College Presidents Say: “Hate Speech Is Not Free Speech”

Eugene Volokh:

But of course there is no hate speech exception to the Free Speech Clause, as the Supreme Court unanimously reaffirmed this year in the Slants case. Private universities aren’t legally bound by this (except in California, where a state law applies Free Speech Clause rules to them); but public universities, such as Texas A&M and UT, certainly are. And while universities aren’t barred from condemning speech they disapprove of, this statement — especially if read by students who aren’t up on First Amendment law — strikes me as suggesting that the universities will actually punish such speech (since it’s not “free speech,” and since it’s not “accepted”). Yet such punishment of “[un]welcome” viewpoints would be unconstitutional.

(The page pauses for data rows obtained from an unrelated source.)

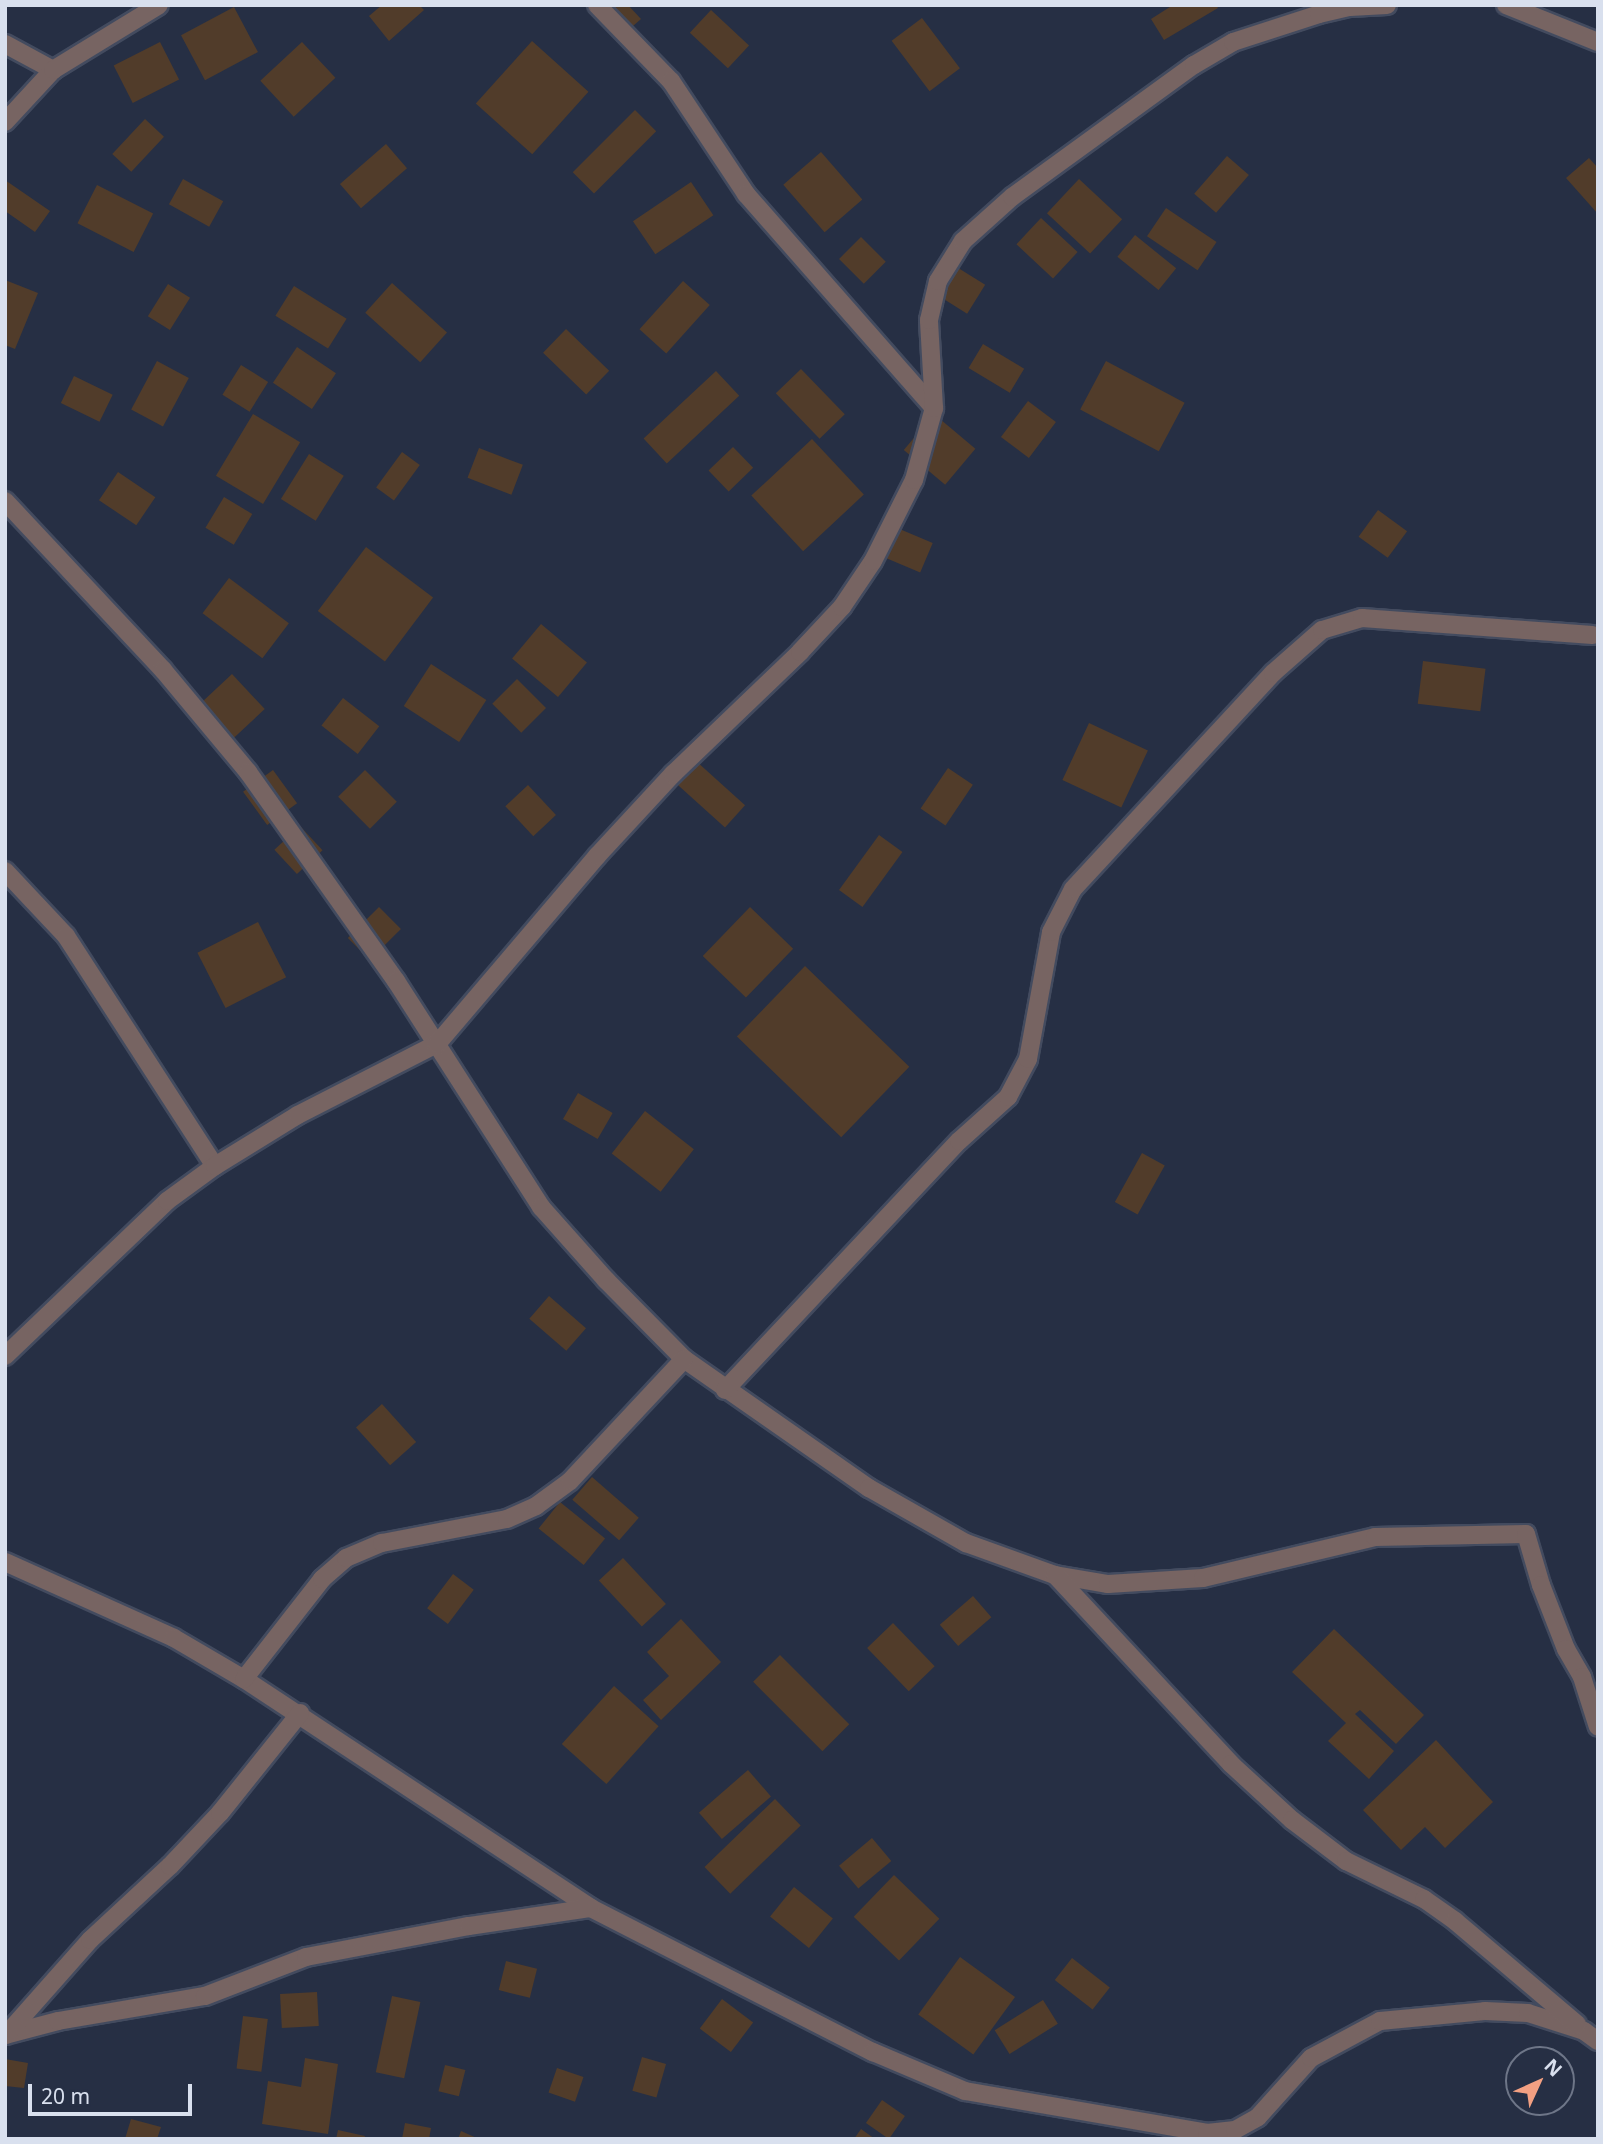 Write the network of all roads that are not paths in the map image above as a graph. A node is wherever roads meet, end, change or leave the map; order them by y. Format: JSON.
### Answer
{"nodes":[{"id":1,"x":159,"y":5,"type":"edge"},
{"id":2,"x":597,"y":5,"type":"edge"},
{"id":3,"x":1387,"y":5,"type":"edge"},
{"id":4,"x":1506,"y":5,"type":"edge"},
{"id":5,"x":1598,"y":43,"type":"edge"},
{"id":6,"x":5,"y":44,"type":"edge"},
{"id":7,"x":53,"y":70,"type":"junction"},
{"id":8,"x":5,"y":122,"type":"edge"},
{"id":9,"x":934,"y":408,"type":"junction"},
{"id":10,"x":5,"y":501,"type":"edge"},
{"id":11,"x":1592,"y":635,"type":"dead end"},
{"id":12,"x":5,"y":871,"type":"edge"},
{"id":13,"x":437,"y":1044,"type":"junction"},
{"id":14,"x":215,"y":1166,"type":"junction"},
{"id":15,"x":5,"y":1356,"type":"edge"},
{"id":16,"x":684,"y":1359,"type":"junction"},
{"id":17,"x":725,"y":1390,"type":"junction"},
{"id":18,"x":5,"y":1562,"type":"edge"},
{"id":19,"x":1055,"y":1575,"type":"junction"},
{"id":20,"x":244,"y":1679,"type":"junction"},
{"id":21,"x":300,"y":1713,"type":"junction"},
{"id":22,"x":1598,"y":1727,"type":"edge"},
{"id":23,"x":591,"y":1908,"type":"junction"},
{"id":24,"x":6,"y":2035,"type":"edge"},
{"id":25,"x":1591,"y":2036,"type":"edge"}],
"edges":[{"from":1,"to":7,"type":"street"},
{"from":2,"to":9,"type":"street"},
{"from":3,"to":9,"type":"street"},
{"from":4,"to":5,"type":"street"},
{"from":6,"to":7,"type":"street"},
{"from":7,"to":8,"type":"street"},
{"from":9,"to":13,"type":"street"},
{"from":10,"to":13,"type":"street"},
{"from":11,"to":17,"type":"street"},
{"from":12,"to":14,"type":"street"},
{"from":13,"to":14,"type":"street"},
{"from":13,"to":16,"type":"street"},
{"from":14,"to":15,"type":"street"},
{"from":16,"to":17,"type":"street"},
{"from":16,"to":20,"type":"street"},
{"from":17,"to":19,"type":"street"},
{"from":18,"to":20,"type":"street"},
{"from":19,"to":22,"type":"street"},
{"from":19,"to":25,"type":"street"},
{"from":20,"to":21,"type":"street"},
{"from":21,"to":23,"type":"street"},
{"from":21,"to":24,"type":"street"},
{"from":23,"to":24,"type":"street"},
{"from":23,"to":25,"type":"street"}]}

Of course, in common with most such statements, this one doesn’t even try to define “hate speech,” and the words it uses to describe the concept help show how perilously broad and vague it can be. “Inappropriate messages” are apparently not “accepted if they “are meant to provoke.” Creating hostility is also forbidden; presumably they don’t include all hostility (hostility to President Trump? hostility to alleged racists?), but mean hostility based on race, religion, national origin, sex, sexual orientation, and so on — but that would still cover, say, harsh condemnations of various religious views (Muslim, evangelical Christian, Scientologist, etc.), expression of traditional religious views about homosexuality, and much more (perhaps opposition to “multicutural[ism]”?). “Diversity of thought” they seem to value, but diversity of thought on these subjects appears to be too much (at leaast if it’s “[i]nappropriate” and “meant to provoke”).

And what exactly does “disingenuous misrepresentation of free speech” mean here?